By Anne Rivas
photo credit: freeimages.com/williamstadler
So, did you make any New Year’s resolutions? Was one of them to eat more fruits and vegetables? Did you go to the store and come home with armloads of leafy greens, roots, and fruits to start the New Year right?
Are they still there, slowly rotting in the crisper? Mine are. When you’re home from work, starved and putting dinner together, what do you reach for—the bag of chips on the counter, or the limp hairy carrot at the bottom of the fridge? Be honest, now.

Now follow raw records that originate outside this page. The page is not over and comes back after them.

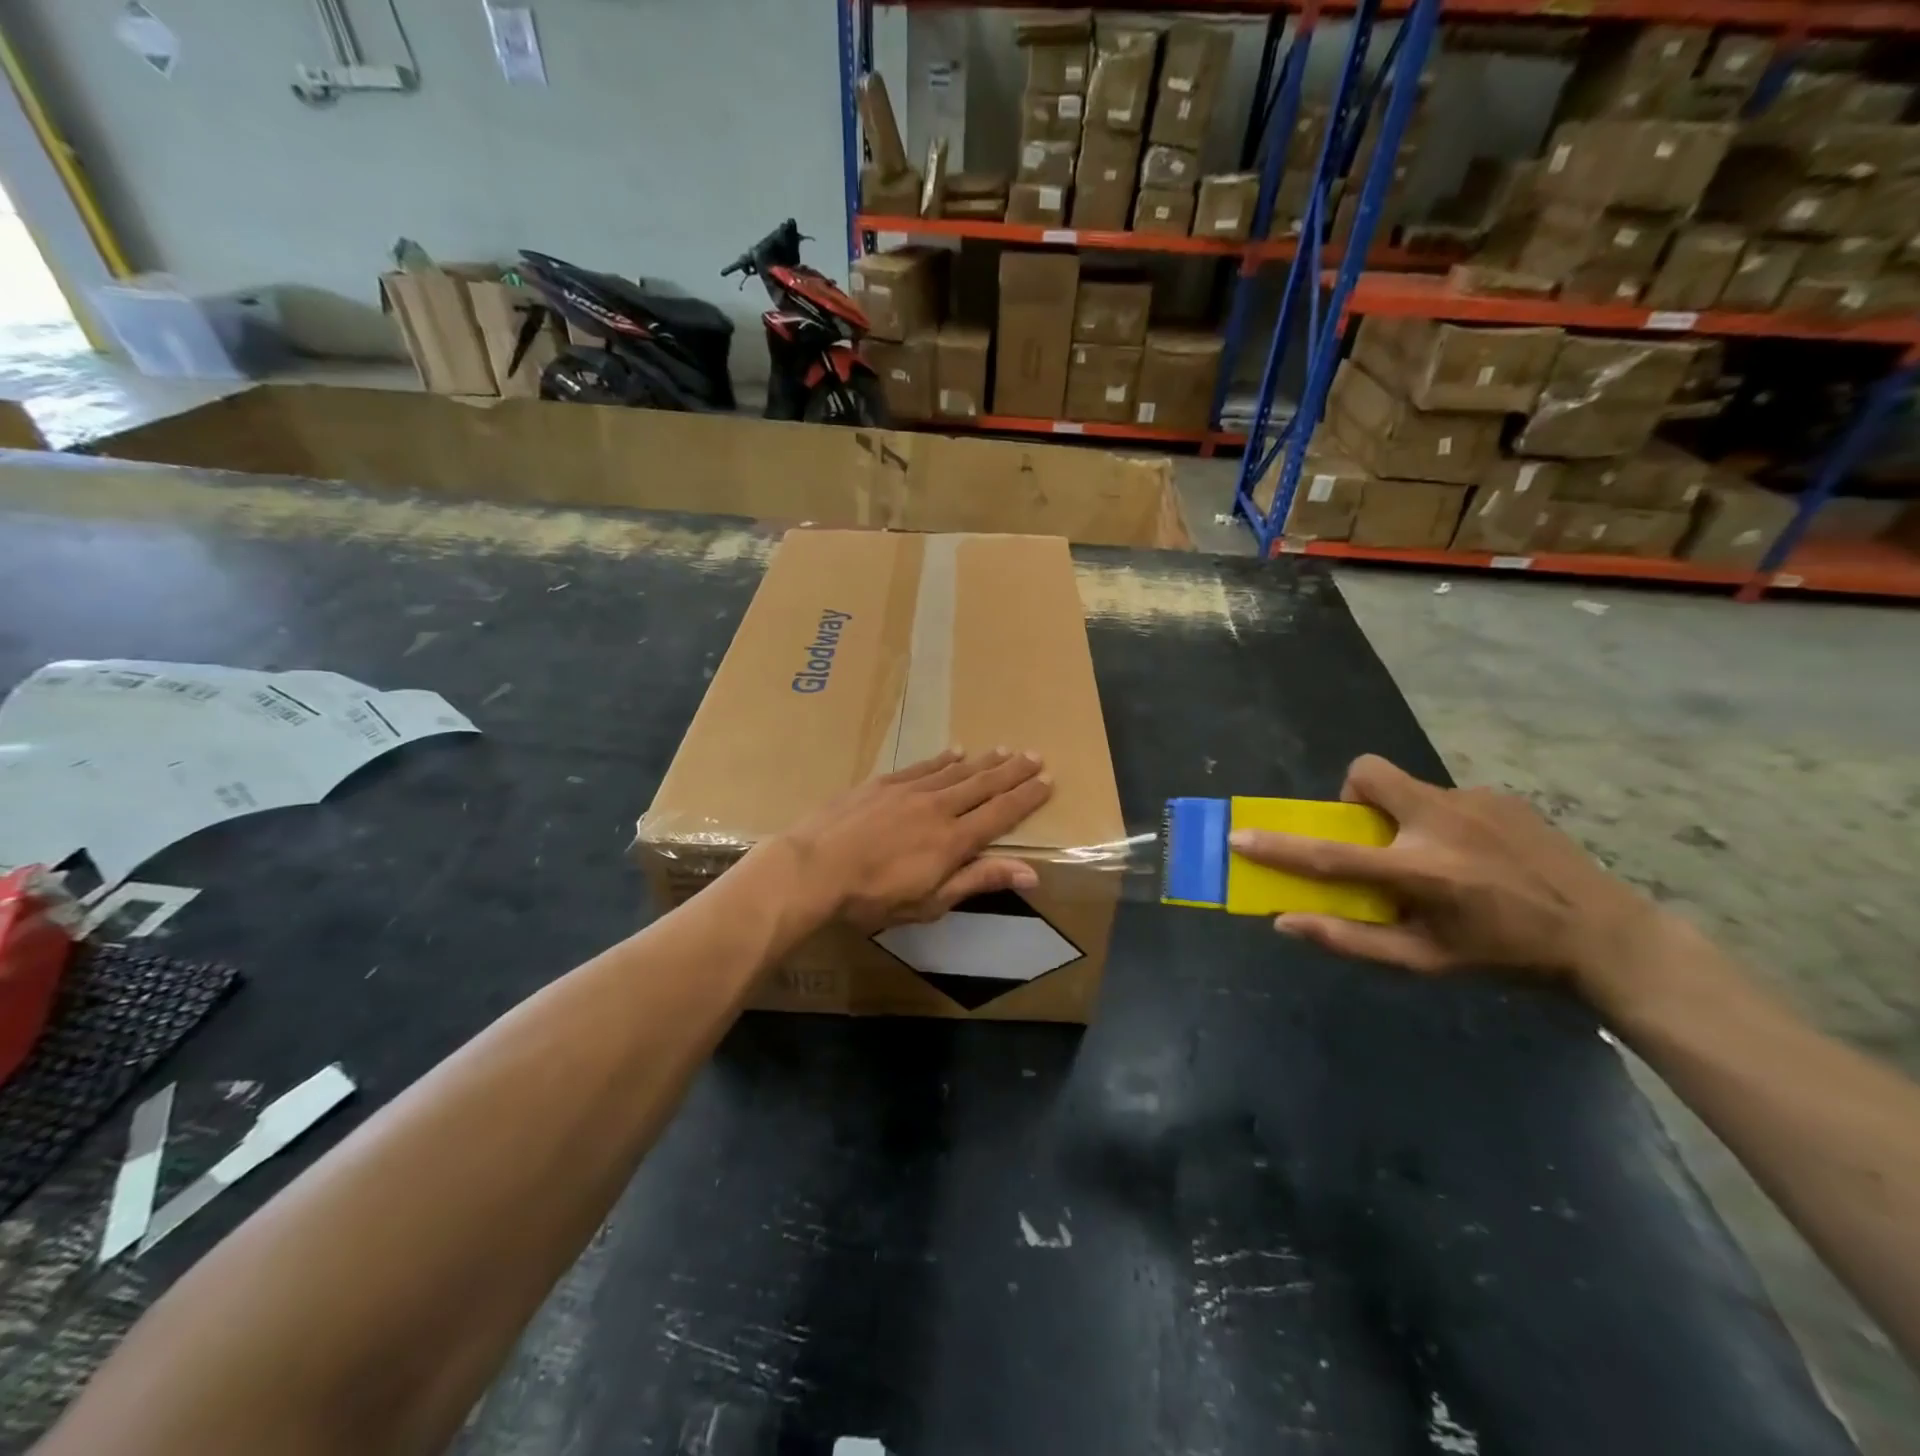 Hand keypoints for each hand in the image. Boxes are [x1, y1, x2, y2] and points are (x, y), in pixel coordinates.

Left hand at [778, 748, 1052, 932]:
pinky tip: (954, 751)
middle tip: (1035, 755)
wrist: (814, 867)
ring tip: (1004, 750)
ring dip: (983, 761)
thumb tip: (1032, 872)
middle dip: (1012, 771)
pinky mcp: (883, 784)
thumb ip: (979, 880)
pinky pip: (923, 766)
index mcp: (954, 840)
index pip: (1001, 813)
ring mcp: (910, 791)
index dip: (1026, 797)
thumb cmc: (873, 896)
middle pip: (984, 785)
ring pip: (956, 771)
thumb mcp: (931, 901)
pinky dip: (942, 759)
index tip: (1047, 781)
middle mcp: (939, 807)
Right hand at [1229, 755, 1671, 995]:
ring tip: (1439, 857)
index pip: (1331, 855)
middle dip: (1353, 798)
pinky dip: (1441, 821)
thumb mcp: (1424, 961)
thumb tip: (1285, 922)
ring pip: (1407, 787)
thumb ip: (1350, 939)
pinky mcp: (1500, 794)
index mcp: (1422, 871)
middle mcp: (1442, 823)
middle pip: (1367, 775)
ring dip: (1402, 816)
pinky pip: (1445, 797)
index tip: (1241, 836)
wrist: (1606, 935)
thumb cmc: (1504, 956)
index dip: (1279, 846)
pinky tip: (1477, 855)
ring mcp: (1475, 801)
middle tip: (1374, 838)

The NRDC calculates that we waste 50 percent more food than we did in the 1970s. I certainly do. Food waste happens at every step of the farm-to-landfill journey, but let’s talk about waste at the consumer stage, because that’s what I’m good at. For instance, I buy a bin of spinach at Costco every week, to hide in my breakfast smoothies. But I’ve been eating oatmeal, so the spinach rots from fridge to compost. Then, thinking of smoothies, I buy more.
The NRDC lists several factors contributing to consumer food waste: Low prices encourage us to buy more than we need. Food spoils due to improper storage and poor visibility in refrigerators. We misjudge our food needs. We buy impulsively and in bulk. We fail to plan. We prepare more food than we need.

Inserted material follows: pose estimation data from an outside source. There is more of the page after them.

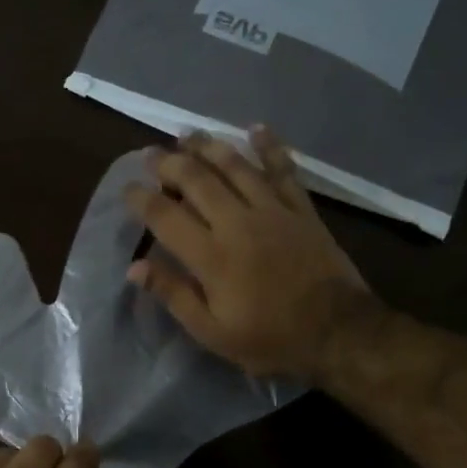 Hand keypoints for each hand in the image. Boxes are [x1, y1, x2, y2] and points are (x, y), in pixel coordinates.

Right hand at [122, 127, 372, 381]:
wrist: (339, 333)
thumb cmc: (270, 339)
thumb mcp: (212, 332)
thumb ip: (174, 295)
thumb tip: (135, 267)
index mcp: (211, 256)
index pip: (165, 216)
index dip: (141, 198)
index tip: (127, 187)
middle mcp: (237, 223)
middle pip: (196, 181)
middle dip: (169, 163)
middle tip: (150, 153)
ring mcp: (272, 211)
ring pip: (235, 167)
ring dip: (208, 146)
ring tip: (187, 134)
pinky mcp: (301, 209)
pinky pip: (282, 169)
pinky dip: (269, 146)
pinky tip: (255, 128) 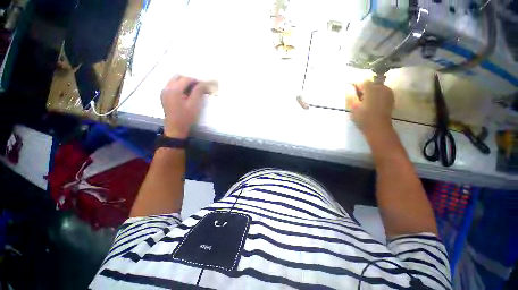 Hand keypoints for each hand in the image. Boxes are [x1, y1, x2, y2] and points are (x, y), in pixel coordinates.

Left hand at [161, 75, 207, 138]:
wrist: (175, 128)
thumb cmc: (186, 117)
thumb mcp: (194, 105)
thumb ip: (198, 92)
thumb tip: (203, 83)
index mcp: (174, 90)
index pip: (186, 79)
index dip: (196, 80)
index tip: (204, 85)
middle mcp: (166, 88)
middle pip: (178, 77)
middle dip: (189, 80)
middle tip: (198, 87)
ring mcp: (164, 92)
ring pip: (174, 81)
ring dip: (184, 83)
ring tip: (193, 90)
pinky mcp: (164, 96)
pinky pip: (172, 86)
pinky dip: (179, 87)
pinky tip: (186, 94)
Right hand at [347, 81, 394, 135]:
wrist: (378, 128)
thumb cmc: (363, 118)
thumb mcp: (353, 107)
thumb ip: (350, 95)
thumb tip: (347, 86)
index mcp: (371, 88)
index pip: (362, 82)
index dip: (355, 87)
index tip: (351, 95)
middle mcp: (382, 87)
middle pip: (370, 84)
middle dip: (363, 90)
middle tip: (357, 101)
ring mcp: (388, 93)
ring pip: (376, 88)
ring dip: (369, 93)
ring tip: (364, 103)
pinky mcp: (390, 98)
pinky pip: (381, 93)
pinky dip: (375, 96)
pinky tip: (371, 105) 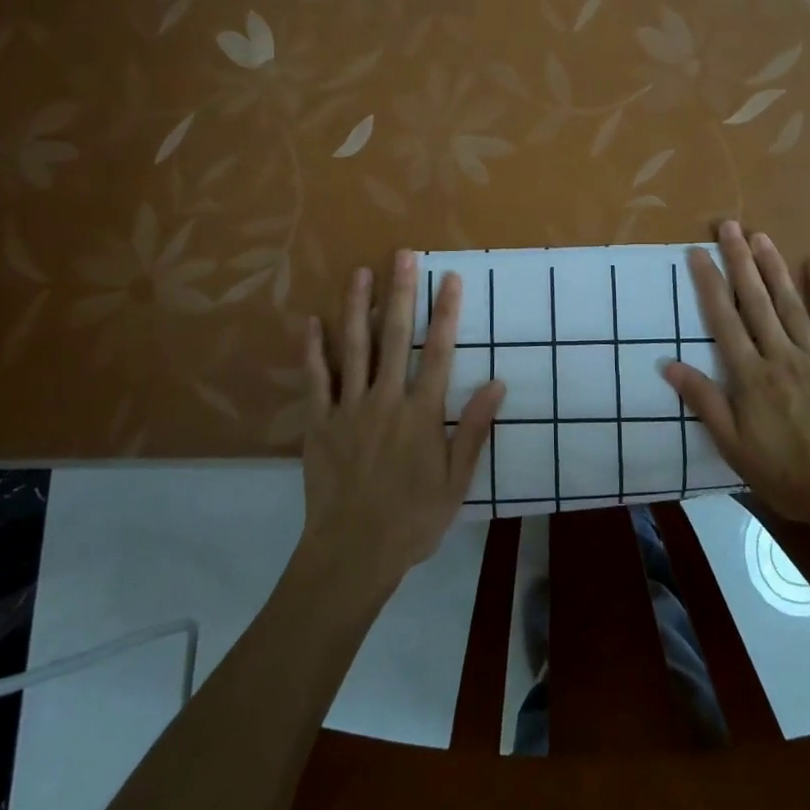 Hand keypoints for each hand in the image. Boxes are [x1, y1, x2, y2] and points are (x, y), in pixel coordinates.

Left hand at [300, 251, 503, 592]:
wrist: (352, 553)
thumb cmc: (412, 520)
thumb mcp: (456, 481)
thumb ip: (473, 430)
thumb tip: (497, 384)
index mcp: (421, 413)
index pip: (439, 352)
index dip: (446, 312)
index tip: (450, 278)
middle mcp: (385, 400)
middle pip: (395, 337)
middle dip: (402, 293)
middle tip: (404, 256)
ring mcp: (348, 409)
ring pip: (354, 347)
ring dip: (358, 307)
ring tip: (361, 272)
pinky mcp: (319, 423)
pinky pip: (316, 379)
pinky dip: (314, 349)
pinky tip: (313, 321)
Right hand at [662, 220, 809, 528]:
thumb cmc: (787, 473)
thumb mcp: (734, 447)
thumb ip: (704, 402)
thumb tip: (668, 365)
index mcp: (750, 376)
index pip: (723, 320)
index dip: (709, 283)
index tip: (697, 252)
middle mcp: (780, 355)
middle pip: (756, 301)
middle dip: (739, 261)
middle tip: (728, 226)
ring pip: (790, 303)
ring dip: (774, 267)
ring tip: (760, 237)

I personally blame refrigerators – those deep, cold caverns in which leftovers sneak to the back and develop from cultures into civilizations. I want two side-by-side drawers at waist height, deep enough to accommodate an opened bottle of wine, one for chilling, and one for freezing. I want to see everything at once.

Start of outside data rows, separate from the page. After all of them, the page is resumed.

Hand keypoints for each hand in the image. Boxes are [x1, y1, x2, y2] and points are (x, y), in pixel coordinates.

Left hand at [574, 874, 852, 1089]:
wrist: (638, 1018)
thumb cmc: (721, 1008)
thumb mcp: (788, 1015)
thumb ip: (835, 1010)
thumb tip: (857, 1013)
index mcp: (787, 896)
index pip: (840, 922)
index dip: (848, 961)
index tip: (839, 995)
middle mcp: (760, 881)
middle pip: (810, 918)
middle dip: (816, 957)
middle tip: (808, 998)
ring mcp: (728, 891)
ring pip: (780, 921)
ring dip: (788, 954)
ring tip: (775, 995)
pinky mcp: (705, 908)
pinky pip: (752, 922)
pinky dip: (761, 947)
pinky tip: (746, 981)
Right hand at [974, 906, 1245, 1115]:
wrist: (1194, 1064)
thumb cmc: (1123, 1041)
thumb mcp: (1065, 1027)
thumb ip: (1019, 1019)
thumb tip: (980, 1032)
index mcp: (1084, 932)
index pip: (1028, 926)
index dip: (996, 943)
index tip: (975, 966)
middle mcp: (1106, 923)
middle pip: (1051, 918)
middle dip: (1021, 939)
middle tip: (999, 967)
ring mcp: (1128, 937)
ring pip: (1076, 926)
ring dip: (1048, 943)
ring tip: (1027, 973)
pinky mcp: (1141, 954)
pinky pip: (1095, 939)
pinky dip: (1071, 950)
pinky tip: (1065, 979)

It’s fun to be seduced by perky tips to improve our lives, but let’s be honest. Do you like to cook? Do you have time to cook? If you eat out a few times a week, don’t shop as if you plan to cook every night. Buy what you’ll eat. If you plan to snack on vegetables, make it easy and don’t buy the chips. When you cook, don’t double the recipe if you don’t eat leftovers. Buy in bulk the items that you eat regularly and that won’t spoil quickly. When produce begins to wilt, chop and freeze the good parts for future dishes. Finally, eat real food—food you recognize, not stuff engineered to look like food.